HCI can actually help enable this operating paradigm. Hyper-convergence does this by making it easier to run the same software in the cloud that runs on on-premises hardware. This makes shifting workloads where they're needed eminently simple.
HCI and the edge
Hyper-converged infrastructure is ideal for edge-computing purposes due to the simplicity and convenience of being able to deploy an all-in-one compact node that provides all the server and software resources required at the edge. This includes places like remote offices/branch offices, IoT devices, remote manufacturing plants, hardened locations and so on. When server resources (e.g., storage, compute, networking and so on) start to run low, all you have to do is linearly plug another hyper-converged node into the infrastructure at or near the edge environment.
Moreover, organizations should embrace the hybrid cloud model because it provides the best of both the public cloud and on-premises infrastructure. Hybrid clouds take on the characteristics of a multipronged approach to IT infrastructure.
A multipronged approach
In reality, there is generally no such thing as taking a single approach to IT infrastructure, using traditional IT, the converged data center or otherwise. This is particularly true for larger organizations, where there are too many varying needs, initiatives and people with different opinions. Clearly, the correct path forward for most is to adopt what makes sense.

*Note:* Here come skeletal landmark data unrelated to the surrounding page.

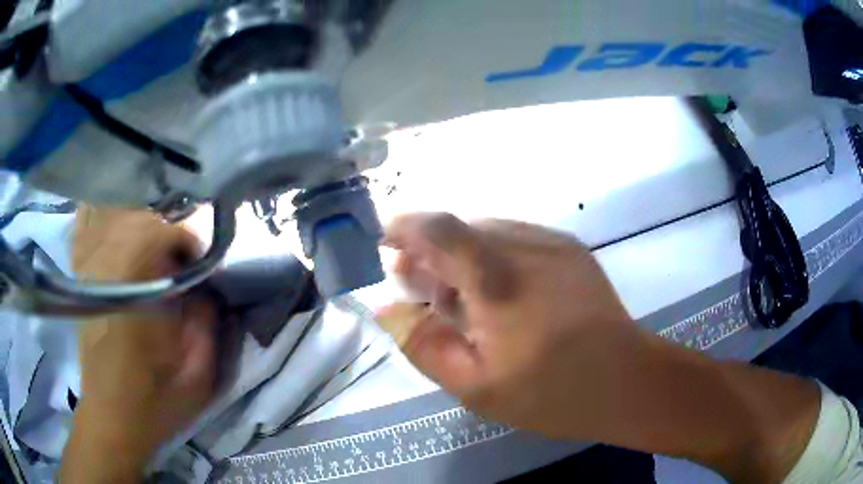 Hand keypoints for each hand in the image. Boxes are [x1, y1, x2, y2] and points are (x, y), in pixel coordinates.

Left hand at [61, 208, 217, 482]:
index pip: (160, 234)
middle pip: (136, 218)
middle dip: (165, 228)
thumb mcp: (197, 375)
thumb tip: (207, 282)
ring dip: (138, 221)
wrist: (112, 419)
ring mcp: (86, 271)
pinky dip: (100, 216)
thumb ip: (206, 322)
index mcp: (134, 298)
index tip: (201, 258)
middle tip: (181, 254)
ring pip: (112, 216)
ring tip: (154, 244)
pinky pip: (85, 226)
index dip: (186, 237)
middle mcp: (104, 273)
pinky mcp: (78, 277)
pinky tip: (115, 223)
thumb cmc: (155, 402)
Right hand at [379, 213, 818, 482]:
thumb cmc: (551, 392)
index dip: (405, 228)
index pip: (438, 229)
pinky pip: (516, 239)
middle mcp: (525, 245)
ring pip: (489, 232)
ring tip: (465, 302)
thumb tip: (387, 308)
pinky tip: (502, 295)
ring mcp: (553, 243)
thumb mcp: (475, 386)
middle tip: (424, 293)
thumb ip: (424, 344)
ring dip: (463, 257)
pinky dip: (493, 257)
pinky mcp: (571, 248)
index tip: (386, 244)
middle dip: (431, 253)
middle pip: (461, 229)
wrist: (627, 380)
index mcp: (498, 280) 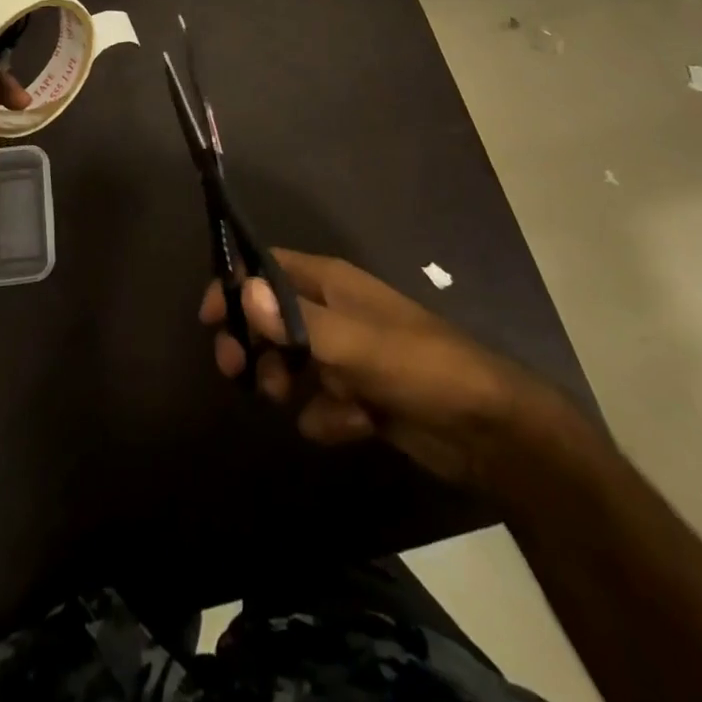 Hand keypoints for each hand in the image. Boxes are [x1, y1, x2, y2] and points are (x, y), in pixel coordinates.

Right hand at [201, 249, 569, 487]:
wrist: (490, 433)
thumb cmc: (422, 369)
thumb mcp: (358, 345)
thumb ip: (299, 321)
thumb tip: (243, 291)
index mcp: (330, 282)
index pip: (266, 267)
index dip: (236, 286)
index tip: (210, 320)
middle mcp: (332, 311)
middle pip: (269, 318)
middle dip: (255, 346)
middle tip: (240, 373)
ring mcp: (345, 355)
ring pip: (290, 364)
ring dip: (288, 386)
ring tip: (302, 402)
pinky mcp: (358, 395)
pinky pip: (319, 403)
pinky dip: (328, 417)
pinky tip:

If that's vague, it's intended to be.
Every organization is unique. Some operate workloads that may allow complete adoption of HCI vs. traditional vs. converged vs. disaggregated HCI vs. composable infrastructures. Others operate application stacks that are siloed, where hyper-convergence may be perfect on a per-application basis, running alongside traditional environments, composable offerings and hybrid cloud deployments.
As with everything, the critical elements lie in the outcomes you aim to achieve. Regardless of which direction you go, make sure your selected infrastructure path -- or paths -- adheres to your organization's workload needs, disaster recovery goals and transformation requirements.